What happened to Allen illustrates the SAO’s troubling approach to prosecution and echoes the trials of Keith Davis Jr., who activists have said is being unfairly and doggedly pursued by Mosby’s office. When Allen went to trial, Insely said, the cop’s testimony didn’t convince a jury and Allen wasn’t charged. The SAO referred Allen’s case to the U.S. Attorney’s Office, who then indicted Allen. But when a U.S. Attorney looked at the file and saw the officers involved, they dismissed the indictment.
“What happens next shows how broken our system is,” Insley said, continuing to describe how the Deputy State’s Attorney got a warrant for Allen under a new indictment. Eventually, Judge Charles Peters released Allen. Not long after, Insley said, the federal indictments came down. Insley pointed out that as a U.S. attorney, Peters had famously prosecuted dirty cops William King and Antonio Murray in 2006, calling them “urban predators.”
According to court records, the officers involved in Allen’s case were Jenkins, Ward, Hendrix, and Taylor.

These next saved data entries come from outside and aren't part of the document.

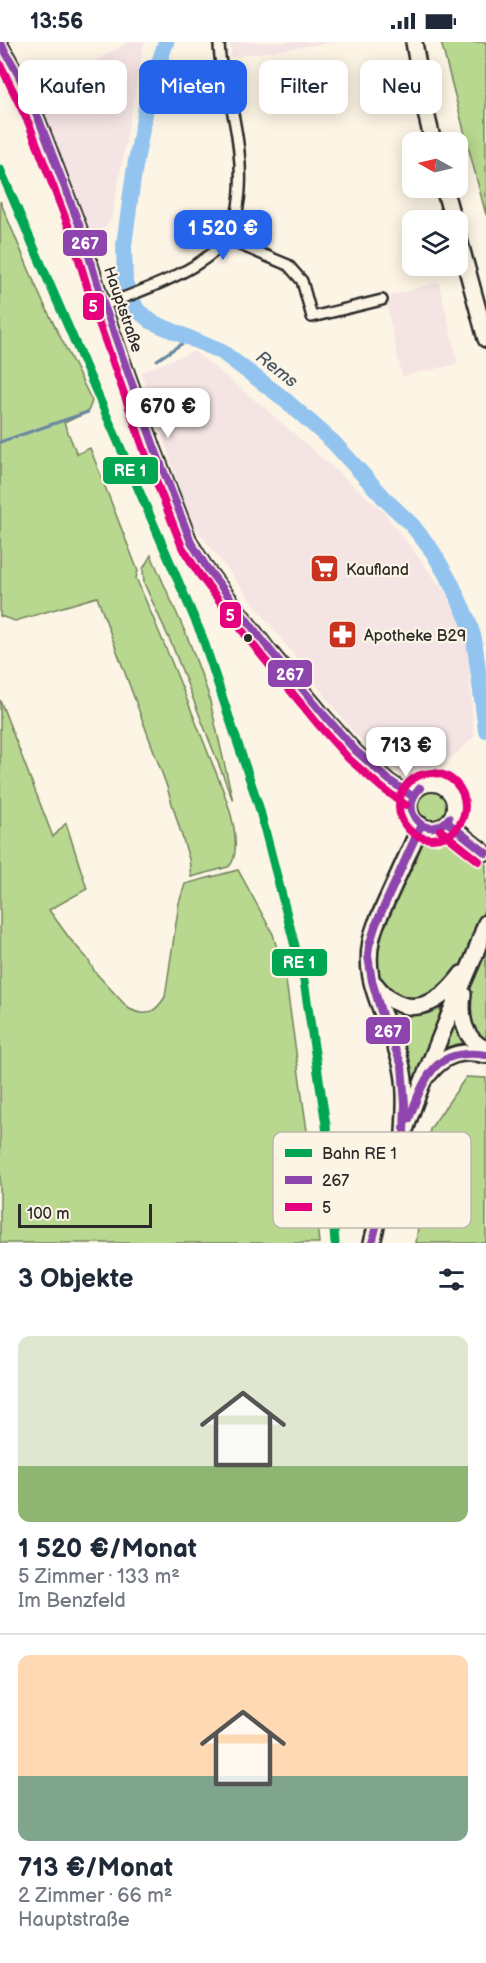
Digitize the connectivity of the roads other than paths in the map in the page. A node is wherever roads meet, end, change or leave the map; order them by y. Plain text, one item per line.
1 (0, 42) edge
2 (219, 42) edge
3 (414, 42) edge
4 (431, 132) edge
5 (226, 239) junction
6 (468, 273) edge
7 (382, 300) dead end
8 (104, 305) junction
9 (486, 339) edge
10 (412, 796) junction
11 (447, 822) junction
12 (421, 825) junction
13 (486, 853) edge
14 (486, 923) edge
15 (474, 957) junction
16 (465, 980) junction
17 (372, 981) junction
18 (486, 1049) edge
19 (486, 1055) edge
20 (422, 1083) junction
21 (404, 1132) edge
22 (404, 1132) edge
23 (376, 1228) edge
24 (372, 1243) edge

1 - 8 street, Hauptstraße
2 - 5 street
3 - 4 main road
5 - 7 street
5 - 8 street
6 - 9 main road
8 - 10 street, Hauptstraße
10 - 11 main road
10 - 12 main road
11 - 12 main road
11 - 13 main road
12 - 17 main road
14 - 15 main road
15 - 16 main road
15 - 17 main road
16 - 18 main road
16 - 20 main road
17 - 21 main road
19 - 20 main road
20 - 22 main road
23 - 24 main road

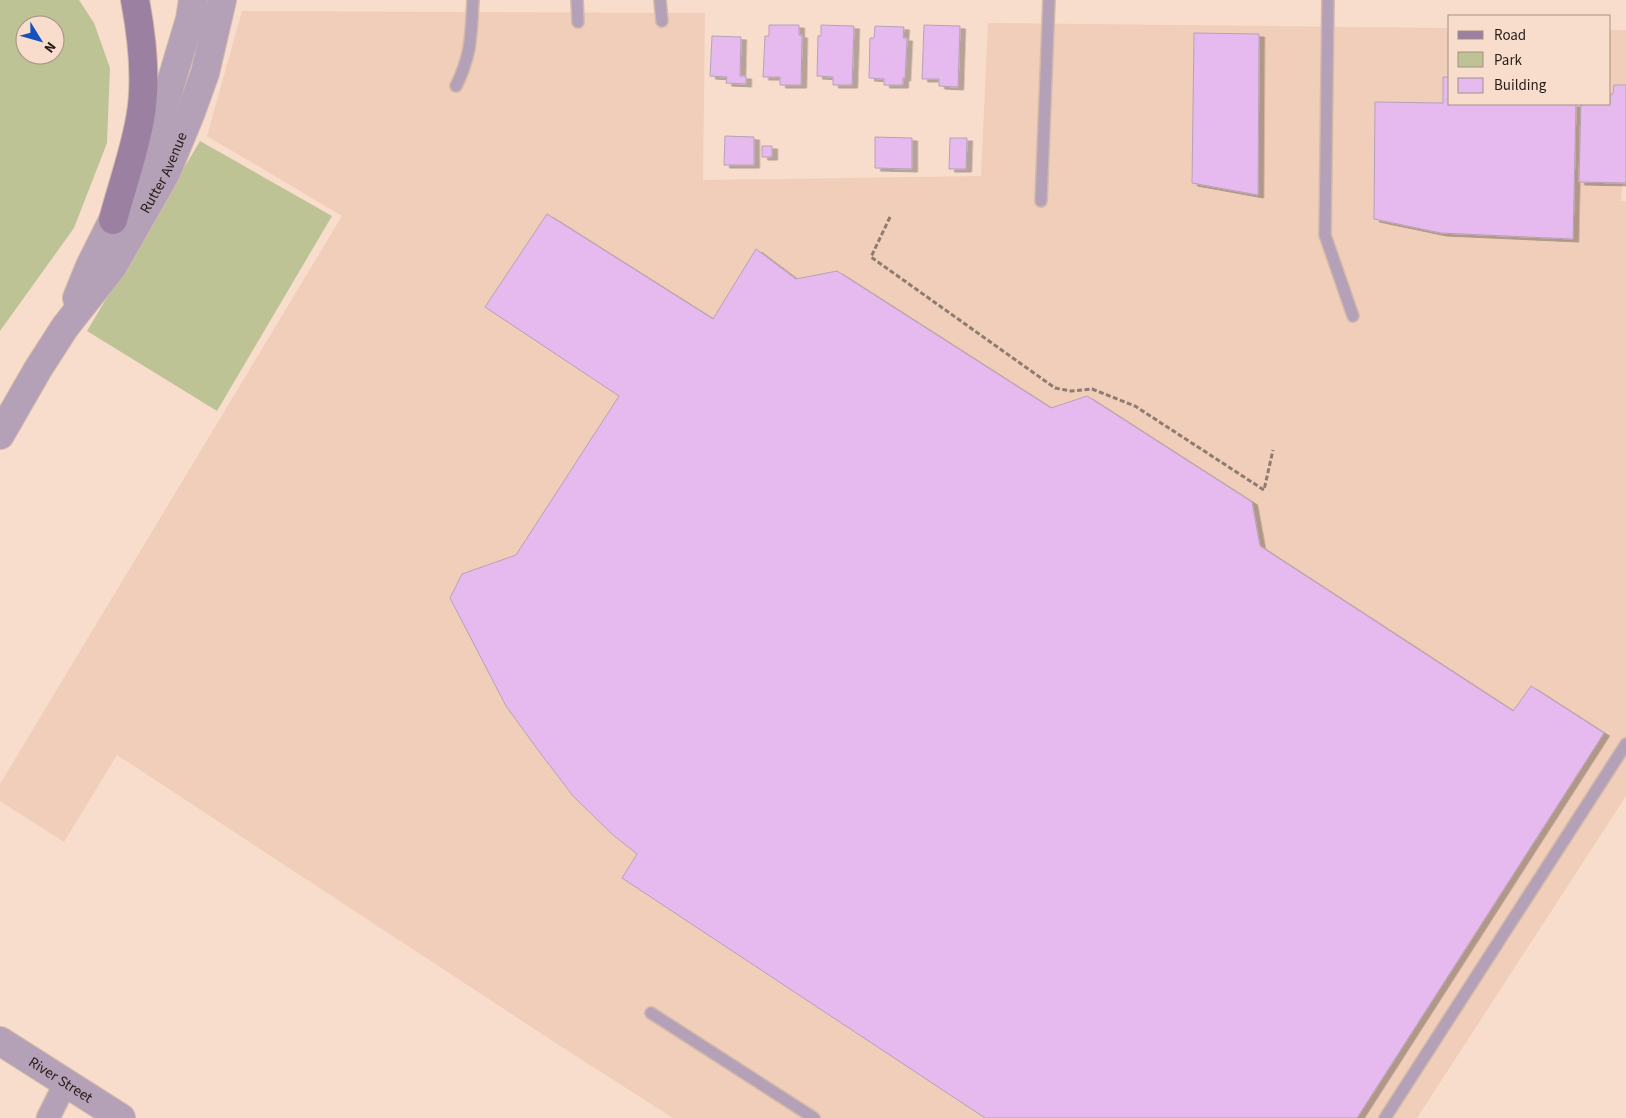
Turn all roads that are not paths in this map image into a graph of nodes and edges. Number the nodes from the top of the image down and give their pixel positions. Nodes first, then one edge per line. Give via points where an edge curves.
1 (135, 0) edge
2 (193, 0) edge
3 (222, 0) edge
4 (473, 0) edge
5 (576, 0) edge
6 (660, 0) edge
7 (1049, 0) edge
8 (1328, 0) edge
9 (662, 21) dead end
10 (578, 22) dead end
11 (456, 86) dead end
12 (1041, 201) dead end
13 (113, 220) junction
14 (1353, 316) dead end
15 (65, 327) junction
16 (0, 435) edge
17 (1626, 744) edge
18 (651, 1013) dead end
19 (0, 1042) edge
20 (66, 1082) junction
21 (48, 1118) edge
22 (122, 1118) edge
23 (814, 1118) edge
24 (1385, 1118) edge

1 - 13 main road via 143,64 140,117
2 - 13 street, Rutter Avenue via 168,96 149,146
3 - 15 street, Rutter Avenue via 205,73 166,173 113,266
4 - 11 lane via 470,44 465,67
5 - 10 lane
6 - 9 lane
7 - 12 lane
8 - 14 lane via 1324,235
13 - 15 street, Rutter Avenue
15 - 16 street, Rutter Avenue
17 - 24 lane
18 - 23 lane
19 - 20 street, River Street
20 - 21 street
20 - 22 street, River Street

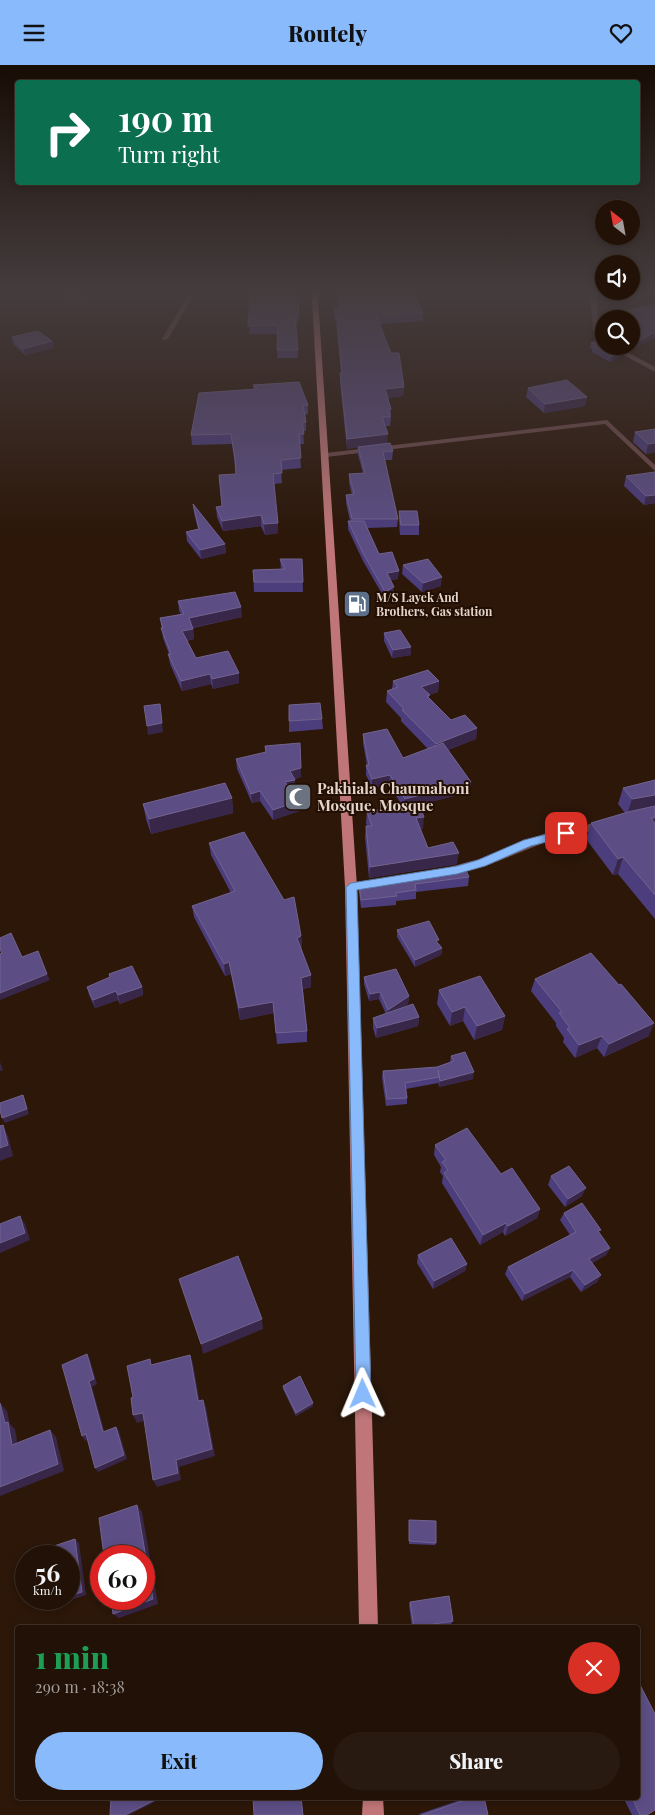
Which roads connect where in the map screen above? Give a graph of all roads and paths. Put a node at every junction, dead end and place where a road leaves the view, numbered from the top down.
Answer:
1 (320, 375) edge
2 (326, 455) junction
3 (655, 469) edge
4 (616, 823) edge
5 (438, 873) edge
6 (369, 1625) edge
7 (373, 1800) edge
8 (373, 1815) edge

1 - 2 main road
2 - 3 street
2 - 6 main road
4 - 5 street
7 - 8 main road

In a statement to The Baltimore Sun, Mosby downplayed the press conference.
“I realize this is campaign season for those seeking elected office and over the next few months, I fully understand that my administration will be attacked; and while people are entitled to their own opinion, they are certainly not entitled to their own facts,” she said.
The press conference was, in part, a campaign event to be sure. But it also provided important context about the lives that have been disrupted or shattered by GTTF.